What is being asked – If a line in the records below contains the word "main", return that line.

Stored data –
┄┄┄┄┄┄┄┄┄┄┄┄┄┄┄┄┄┄┄┄
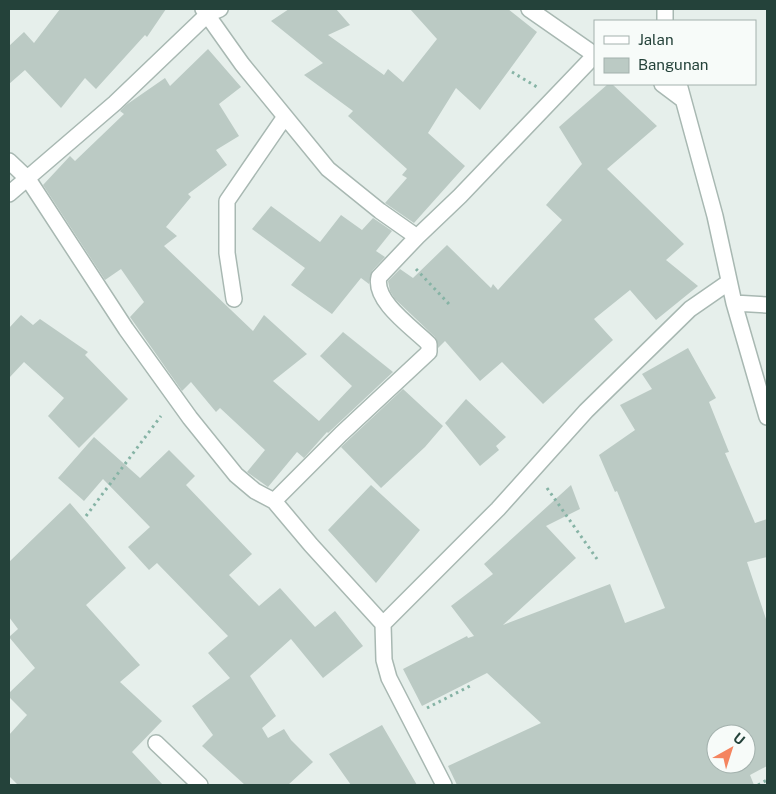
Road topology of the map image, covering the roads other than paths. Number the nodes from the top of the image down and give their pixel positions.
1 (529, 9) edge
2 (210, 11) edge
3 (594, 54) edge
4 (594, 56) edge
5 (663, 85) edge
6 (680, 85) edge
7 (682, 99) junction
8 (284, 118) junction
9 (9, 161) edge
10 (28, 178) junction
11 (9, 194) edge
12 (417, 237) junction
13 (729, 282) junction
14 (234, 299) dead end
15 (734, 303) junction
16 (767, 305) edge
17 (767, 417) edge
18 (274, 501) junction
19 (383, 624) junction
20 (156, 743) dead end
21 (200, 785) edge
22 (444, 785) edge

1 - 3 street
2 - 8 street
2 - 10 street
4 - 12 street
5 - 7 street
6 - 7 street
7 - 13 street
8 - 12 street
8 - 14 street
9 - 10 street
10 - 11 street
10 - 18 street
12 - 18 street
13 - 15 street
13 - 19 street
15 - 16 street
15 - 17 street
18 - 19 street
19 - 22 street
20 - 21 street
┄┄┄┄┄┄┄┄┄┄┄┄┄┄┄┄┄┄┄┄
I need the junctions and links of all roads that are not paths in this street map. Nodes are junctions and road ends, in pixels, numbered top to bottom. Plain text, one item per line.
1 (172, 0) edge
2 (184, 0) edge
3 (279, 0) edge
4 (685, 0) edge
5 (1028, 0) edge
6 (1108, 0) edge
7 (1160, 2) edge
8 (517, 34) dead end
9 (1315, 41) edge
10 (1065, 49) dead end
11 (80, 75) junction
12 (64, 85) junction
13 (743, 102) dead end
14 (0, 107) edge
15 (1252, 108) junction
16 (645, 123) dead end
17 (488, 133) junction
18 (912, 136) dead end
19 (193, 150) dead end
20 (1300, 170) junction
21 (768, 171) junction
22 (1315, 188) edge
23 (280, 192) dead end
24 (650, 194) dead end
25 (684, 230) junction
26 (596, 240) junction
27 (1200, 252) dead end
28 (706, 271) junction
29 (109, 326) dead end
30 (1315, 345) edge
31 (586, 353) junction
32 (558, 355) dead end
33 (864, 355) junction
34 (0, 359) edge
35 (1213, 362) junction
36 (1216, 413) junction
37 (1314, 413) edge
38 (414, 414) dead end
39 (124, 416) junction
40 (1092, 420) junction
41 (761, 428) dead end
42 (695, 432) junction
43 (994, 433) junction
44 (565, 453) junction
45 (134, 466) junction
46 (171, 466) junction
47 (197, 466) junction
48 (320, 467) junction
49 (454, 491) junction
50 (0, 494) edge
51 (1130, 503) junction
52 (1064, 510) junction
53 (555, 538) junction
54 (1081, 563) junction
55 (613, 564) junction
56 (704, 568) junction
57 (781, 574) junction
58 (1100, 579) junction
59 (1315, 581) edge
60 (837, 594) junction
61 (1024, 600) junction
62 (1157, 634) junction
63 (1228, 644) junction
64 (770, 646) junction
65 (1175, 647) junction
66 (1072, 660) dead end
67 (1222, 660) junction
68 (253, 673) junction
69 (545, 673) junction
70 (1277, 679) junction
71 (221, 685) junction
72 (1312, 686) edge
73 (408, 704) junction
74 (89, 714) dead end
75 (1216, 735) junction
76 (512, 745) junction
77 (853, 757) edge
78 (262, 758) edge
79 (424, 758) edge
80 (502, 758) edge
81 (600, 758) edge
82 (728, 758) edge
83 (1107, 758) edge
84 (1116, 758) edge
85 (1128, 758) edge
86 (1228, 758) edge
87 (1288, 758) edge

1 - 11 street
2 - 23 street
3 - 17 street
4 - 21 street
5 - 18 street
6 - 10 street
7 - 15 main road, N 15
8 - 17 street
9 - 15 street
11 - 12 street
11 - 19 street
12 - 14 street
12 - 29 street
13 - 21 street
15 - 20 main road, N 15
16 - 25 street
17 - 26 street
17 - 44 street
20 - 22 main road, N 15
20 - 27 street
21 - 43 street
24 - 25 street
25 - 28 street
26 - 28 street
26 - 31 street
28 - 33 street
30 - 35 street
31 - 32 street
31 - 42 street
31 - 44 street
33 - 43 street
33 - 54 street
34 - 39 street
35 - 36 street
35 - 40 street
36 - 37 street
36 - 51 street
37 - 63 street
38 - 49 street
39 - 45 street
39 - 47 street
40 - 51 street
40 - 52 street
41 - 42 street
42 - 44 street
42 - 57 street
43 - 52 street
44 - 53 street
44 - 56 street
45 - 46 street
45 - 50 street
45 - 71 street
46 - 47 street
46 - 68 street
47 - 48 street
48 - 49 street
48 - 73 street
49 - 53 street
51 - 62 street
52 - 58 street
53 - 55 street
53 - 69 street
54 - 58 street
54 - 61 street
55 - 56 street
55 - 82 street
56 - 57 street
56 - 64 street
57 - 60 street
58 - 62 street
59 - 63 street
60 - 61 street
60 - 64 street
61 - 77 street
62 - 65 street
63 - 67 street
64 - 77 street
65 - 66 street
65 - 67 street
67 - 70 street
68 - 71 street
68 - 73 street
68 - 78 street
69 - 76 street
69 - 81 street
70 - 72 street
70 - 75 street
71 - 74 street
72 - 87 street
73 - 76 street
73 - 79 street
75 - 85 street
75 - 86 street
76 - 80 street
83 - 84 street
┄┄┄┄┄┄┄┄┄┄┄┄┄┄┄┄┄┄┄┄
Your response –
7 - 15 main road, N 15
15 - 20 main road, N 15
20 - 22 main road, N 15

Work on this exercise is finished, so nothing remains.